Bill:

My $0.02 (speaking as someone who has not been happy lately with Apple
tech support and customer care).

This strikes me as a completely unacceptable response.  Unless I'm
missing something, if the machine is no longer under warranty then you
are simply asking for a fee-for-service repair, and there is no reason
that I can think of that they would refuse to do the work under *any*
circumstances, unless: (a) they are incapable of doing so (which would
be an interesting scenario itself); or (b) they are no longer interested
in fee-for-service work on their own hardware, which would *also* be an
interesting scenario itself.

If you want to use 3rd party RAM, keep blowing out your drives (assuming
that's actually the problem - a suspicious claim at best), and then
sending your laptop back to them to be repaired for money, why should
that bother them?  They do the work, they get your money, life goes on.
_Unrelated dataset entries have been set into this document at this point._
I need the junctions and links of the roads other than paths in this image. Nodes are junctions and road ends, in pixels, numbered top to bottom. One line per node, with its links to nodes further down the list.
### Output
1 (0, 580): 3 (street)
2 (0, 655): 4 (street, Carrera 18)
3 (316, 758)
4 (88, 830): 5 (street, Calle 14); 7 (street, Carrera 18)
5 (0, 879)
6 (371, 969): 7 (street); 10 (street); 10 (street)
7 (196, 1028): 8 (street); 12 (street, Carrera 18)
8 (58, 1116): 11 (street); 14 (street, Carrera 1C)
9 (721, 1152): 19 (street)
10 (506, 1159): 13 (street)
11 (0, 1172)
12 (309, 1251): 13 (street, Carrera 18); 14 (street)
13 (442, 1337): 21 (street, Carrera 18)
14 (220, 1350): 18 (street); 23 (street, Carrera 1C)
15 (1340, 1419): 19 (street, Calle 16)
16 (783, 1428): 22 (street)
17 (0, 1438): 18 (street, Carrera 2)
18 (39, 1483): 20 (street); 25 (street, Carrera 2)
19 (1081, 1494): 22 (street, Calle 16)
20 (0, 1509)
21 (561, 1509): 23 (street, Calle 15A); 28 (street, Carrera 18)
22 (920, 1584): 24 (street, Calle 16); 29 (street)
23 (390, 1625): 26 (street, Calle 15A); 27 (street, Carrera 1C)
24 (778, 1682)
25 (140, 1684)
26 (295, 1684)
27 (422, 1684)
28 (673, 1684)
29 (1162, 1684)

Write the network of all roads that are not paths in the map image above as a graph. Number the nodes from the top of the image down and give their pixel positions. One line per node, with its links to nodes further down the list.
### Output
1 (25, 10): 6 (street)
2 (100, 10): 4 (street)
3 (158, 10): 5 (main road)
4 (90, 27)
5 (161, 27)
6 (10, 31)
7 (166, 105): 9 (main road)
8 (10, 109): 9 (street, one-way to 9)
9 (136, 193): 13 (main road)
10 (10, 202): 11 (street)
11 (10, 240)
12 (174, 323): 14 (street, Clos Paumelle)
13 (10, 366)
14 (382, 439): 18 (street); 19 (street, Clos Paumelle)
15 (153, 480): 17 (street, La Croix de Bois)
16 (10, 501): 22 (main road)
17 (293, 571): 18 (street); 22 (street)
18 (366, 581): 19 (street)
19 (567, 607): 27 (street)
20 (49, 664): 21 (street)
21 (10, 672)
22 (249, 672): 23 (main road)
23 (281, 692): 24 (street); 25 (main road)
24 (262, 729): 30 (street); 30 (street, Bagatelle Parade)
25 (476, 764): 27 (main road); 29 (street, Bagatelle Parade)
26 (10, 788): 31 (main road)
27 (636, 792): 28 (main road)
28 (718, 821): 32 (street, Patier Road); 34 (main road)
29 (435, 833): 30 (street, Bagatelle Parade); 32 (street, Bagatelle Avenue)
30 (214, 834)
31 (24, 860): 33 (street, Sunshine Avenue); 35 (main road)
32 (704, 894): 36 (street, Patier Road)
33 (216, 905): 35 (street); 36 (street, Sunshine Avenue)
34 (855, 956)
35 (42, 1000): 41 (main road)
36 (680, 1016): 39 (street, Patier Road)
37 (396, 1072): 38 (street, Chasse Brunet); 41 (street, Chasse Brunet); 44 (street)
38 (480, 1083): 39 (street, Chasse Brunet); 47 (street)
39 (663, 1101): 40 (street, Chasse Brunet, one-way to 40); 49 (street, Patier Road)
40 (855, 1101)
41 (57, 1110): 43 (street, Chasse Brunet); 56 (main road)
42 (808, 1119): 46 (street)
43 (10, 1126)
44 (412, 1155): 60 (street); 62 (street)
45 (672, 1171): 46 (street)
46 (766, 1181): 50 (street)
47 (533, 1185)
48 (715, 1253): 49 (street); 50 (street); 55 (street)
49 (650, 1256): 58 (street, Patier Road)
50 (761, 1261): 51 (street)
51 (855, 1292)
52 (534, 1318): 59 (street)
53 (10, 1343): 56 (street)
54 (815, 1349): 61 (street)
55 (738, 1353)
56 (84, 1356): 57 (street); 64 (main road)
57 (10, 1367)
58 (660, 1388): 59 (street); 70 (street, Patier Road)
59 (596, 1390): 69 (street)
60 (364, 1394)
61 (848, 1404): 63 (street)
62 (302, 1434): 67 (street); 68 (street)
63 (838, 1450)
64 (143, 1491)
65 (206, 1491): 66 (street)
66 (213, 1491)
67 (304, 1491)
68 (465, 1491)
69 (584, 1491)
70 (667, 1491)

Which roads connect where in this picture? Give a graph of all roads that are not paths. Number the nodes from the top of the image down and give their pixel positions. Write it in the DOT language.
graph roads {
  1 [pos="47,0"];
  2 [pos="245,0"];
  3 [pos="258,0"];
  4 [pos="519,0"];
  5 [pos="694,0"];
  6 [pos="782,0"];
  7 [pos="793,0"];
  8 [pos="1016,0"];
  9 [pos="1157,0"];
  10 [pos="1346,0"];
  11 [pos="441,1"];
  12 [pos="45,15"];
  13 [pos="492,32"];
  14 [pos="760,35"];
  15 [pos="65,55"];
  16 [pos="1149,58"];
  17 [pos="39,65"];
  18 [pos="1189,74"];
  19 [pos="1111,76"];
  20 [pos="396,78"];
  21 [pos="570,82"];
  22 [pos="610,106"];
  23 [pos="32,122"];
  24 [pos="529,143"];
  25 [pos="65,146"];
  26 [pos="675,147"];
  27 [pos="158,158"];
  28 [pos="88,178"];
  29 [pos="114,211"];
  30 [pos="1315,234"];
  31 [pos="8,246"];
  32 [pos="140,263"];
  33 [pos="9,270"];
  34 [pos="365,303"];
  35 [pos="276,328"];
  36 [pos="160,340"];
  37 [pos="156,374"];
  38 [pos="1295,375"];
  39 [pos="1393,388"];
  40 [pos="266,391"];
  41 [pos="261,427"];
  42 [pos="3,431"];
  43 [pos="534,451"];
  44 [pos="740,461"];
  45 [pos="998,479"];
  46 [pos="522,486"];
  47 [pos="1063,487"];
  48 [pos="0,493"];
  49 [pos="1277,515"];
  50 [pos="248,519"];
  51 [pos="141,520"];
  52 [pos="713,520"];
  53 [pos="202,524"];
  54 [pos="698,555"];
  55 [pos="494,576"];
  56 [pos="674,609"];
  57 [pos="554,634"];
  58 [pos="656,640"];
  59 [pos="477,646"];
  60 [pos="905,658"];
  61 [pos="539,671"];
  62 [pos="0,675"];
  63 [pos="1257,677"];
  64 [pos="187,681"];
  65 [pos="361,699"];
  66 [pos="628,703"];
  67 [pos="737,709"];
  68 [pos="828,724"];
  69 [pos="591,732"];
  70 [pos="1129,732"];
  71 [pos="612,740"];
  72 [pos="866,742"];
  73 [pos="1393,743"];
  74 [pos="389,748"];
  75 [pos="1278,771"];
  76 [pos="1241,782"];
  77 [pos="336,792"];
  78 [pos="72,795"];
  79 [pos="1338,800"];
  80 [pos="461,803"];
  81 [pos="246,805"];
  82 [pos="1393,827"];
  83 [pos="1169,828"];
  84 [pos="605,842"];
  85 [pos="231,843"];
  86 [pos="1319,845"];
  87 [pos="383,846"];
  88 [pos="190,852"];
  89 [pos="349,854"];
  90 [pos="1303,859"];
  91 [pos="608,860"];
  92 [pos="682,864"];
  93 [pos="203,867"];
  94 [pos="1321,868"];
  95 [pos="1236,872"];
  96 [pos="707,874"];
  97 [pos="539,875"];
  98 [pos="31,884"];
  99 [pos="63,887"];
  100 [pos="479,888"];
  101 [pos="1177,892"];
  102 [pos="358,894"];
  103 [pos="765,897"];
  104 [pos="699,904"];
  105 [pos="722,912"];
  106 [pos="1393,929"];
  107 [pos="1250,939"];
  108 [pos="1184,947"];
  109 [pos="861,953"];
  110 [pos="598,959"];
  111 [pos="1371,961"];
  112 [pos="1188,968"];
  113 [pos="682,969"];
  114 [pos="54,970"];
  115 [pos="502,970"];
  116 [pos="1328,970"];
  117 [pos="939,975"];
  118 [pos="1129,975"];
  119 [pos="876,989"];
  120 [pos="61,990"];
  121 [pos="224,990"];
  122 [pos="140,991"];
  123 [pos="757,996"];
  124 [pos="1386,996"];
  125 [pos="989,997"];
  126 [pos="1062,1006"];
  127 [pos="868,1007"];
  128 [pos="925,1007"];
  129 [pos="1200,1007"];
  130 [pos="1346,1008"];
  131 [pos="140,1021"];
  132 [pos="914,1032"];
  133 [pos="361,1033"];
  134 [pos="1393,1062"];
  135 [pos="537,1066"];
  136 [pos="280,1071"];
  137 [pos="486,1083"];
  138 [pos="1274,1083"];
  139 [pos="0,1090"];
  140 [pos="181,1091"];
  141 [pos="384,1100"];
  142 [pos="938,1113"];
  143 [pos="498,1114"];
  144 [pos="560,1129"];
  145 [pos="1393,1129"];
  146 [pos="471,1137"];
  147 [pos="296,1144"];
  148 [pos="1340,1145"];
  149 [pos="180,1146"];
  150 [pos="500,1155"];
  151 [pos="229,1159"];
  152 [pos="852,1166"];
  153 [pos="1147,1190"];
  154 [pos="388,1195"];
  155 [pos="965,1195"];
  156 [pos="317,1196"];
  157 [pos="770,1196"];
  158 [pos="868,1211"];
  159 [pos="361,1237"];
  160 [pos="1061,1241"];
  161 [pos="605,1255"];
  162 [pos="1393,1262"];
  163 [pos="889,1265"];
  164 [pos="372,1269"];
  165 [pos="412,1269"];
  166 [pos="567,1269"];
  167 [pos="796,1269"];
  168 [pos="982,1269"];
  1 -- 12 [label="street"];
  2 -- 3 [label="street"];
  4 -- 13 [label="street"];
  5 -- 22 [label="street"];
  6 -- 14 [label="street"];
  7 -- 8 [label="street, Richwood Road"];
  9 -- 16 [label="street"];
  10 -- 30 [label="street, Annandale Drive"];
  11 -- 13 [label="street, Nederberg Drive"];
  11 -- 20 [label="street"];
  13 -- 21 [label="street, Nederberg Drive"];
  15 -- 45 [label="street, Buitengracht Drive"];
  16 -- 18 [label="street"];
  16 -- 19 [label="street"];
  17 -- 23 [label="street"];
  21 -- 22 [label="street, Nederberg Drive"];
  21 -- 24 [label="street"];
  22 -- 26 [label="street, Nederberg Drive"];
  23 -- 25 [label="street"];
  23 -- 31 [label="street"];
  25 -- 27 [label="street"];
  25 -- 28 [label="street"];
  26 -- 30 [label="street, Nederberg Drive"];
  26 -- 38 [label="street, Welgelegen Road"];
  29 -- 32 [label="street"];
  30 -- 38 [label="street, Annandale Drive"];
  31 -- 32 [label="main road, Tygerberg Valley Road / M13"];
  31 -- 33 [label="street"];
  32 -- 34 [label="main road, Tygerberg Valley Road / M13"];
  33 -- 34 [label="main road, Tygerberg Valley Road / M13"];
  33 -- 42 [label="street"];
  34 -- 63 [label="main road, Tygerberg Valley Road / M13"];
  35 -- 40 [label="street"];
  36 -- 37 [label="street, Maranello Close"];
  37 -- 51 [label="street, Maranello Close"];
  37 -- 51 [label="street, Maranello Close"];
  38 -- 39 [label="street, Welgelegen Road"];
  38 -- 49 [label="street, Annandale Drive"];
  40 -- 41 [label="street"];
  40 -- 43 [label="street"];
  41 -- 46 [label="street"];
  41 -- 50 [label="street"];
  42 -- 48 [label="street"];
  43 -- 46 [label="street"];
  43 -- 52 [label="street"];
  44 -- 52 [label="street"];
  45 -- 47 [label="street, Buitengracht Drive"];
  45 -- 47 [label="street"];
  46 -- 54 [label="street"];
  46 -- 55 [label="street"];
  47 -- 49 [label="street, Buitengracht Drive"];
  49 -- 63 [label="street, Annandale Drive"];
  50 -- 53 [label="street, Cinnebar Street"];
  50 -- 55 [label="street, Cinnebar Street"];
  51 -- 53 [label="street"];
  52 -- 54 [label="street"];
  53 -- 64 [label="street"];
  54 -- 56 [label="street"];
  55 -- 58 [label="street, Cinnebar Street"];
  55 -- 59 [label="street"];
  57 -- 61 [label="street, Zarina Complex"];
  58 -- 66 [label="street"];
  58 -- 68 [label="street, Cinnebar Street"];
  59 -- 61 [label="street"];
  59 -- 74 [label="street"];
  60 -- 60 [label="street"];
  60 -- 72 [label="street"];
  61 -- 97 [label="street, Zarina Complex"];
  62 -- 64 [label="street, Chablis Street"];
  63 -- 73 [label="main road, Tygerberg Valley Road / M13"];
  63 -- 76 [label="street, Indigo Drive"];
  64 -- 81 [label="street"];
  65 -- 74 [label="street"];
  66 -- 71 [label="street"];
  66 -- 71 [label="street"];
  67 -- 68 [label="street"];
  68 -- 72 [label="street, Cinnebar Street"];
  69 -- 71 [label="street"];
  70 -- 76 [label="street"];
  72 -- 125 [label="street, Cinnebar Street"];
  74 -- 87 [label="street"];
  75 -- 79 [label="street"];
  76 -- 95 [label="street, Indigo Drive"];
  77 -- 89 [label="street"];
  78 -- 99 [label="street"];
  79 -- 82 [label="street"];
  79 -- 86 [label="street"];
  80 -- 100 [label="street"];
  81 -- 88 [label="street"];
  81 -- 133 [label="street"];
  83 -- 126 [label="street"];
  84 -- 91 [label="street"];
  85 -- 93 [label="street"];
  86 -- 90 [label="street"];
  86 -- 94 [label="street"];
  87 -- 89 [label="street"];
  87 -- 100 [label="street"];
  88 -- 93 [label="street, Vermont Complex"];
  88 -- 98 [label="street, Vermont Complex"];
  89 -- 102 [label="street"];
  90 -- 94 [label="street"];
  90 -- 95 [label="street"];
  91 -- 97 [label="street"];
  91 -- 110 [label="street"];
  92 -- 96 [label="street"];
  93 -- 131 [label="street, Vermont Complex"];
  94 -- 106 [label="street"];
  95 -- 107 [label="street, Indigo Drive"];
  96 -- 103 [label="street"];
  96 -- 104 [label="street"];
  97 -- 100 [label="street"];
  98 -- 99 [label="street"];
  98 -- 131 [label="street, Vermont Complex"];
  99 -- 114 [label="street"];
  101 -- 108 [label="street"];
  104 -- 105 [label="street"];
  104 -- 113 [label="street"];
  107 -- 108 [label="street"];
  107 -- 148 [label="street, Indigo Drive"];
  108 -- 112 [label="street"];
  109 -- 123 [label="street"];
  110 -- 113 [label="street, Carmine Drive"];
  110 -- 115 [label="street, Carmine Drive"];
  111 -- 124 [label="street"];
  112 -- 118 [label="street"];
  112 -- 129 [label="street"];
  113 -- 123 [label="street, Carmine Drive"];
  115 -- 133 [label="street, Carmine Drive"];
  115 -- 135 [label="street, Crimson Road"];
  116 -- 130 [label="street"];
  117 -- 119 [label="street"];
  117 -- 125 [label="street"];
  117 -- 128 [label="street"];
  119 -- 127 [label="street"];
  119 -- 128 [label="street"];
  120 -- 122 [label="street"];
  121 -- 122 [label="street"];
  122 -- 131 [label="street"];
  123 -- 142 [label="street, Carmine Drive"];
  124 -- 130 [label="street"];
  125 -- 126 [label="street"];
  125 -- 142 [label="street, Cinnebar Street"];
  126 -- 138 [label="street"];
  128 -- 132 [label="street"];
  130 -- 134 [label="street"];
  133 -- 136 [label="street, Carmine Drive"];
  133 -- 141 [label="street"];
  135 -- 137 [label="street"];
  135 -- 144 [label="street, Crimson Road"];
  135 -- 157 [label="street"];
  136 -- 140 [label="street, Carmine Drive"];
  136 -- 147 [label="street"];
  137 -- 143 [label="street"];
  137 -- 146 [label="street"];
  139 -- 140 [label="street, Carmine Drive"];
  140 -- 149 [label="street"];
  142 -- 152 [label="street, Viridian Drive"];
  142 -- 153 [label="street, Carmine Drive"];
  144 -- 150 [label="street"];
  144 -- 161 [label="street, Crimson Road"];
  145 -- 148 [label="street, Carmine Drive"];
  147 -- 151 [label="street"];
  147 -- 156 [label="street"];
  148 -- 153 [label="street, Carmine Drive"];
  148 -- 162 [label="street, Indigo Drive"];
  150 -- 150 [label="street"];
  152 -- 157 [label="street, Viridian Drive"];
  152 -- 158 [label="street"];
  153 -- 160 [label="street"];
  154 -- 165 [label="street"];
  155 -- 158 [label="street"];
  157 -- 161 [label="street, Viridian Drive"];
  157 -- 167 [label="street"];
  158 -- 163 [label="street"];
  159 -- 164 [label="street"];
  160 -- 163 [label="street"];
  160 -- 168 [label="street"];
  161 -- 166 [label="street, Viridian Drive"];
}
Given the current situation at Apple, particularly their shift in focus
and revenue percentage from "computers" to other types of devices,
i.e. iPods, either/both of the above reasons for refusal to do the work
are plausible.  I would try talking directly to customer service, rather
than tech support, and describe the response you received.  If that fails,
and obviously depending on how much time & effort you want to sink into
this (i.e. how pissed you are vs. how much you just want to get the work
done & move on with your life ;), I'd either talk to the Apple sales rep
for UCSC (or UC Systemwide, if there is one), or go find some enterprising
person who *will* do the work on a fee-for-service basis.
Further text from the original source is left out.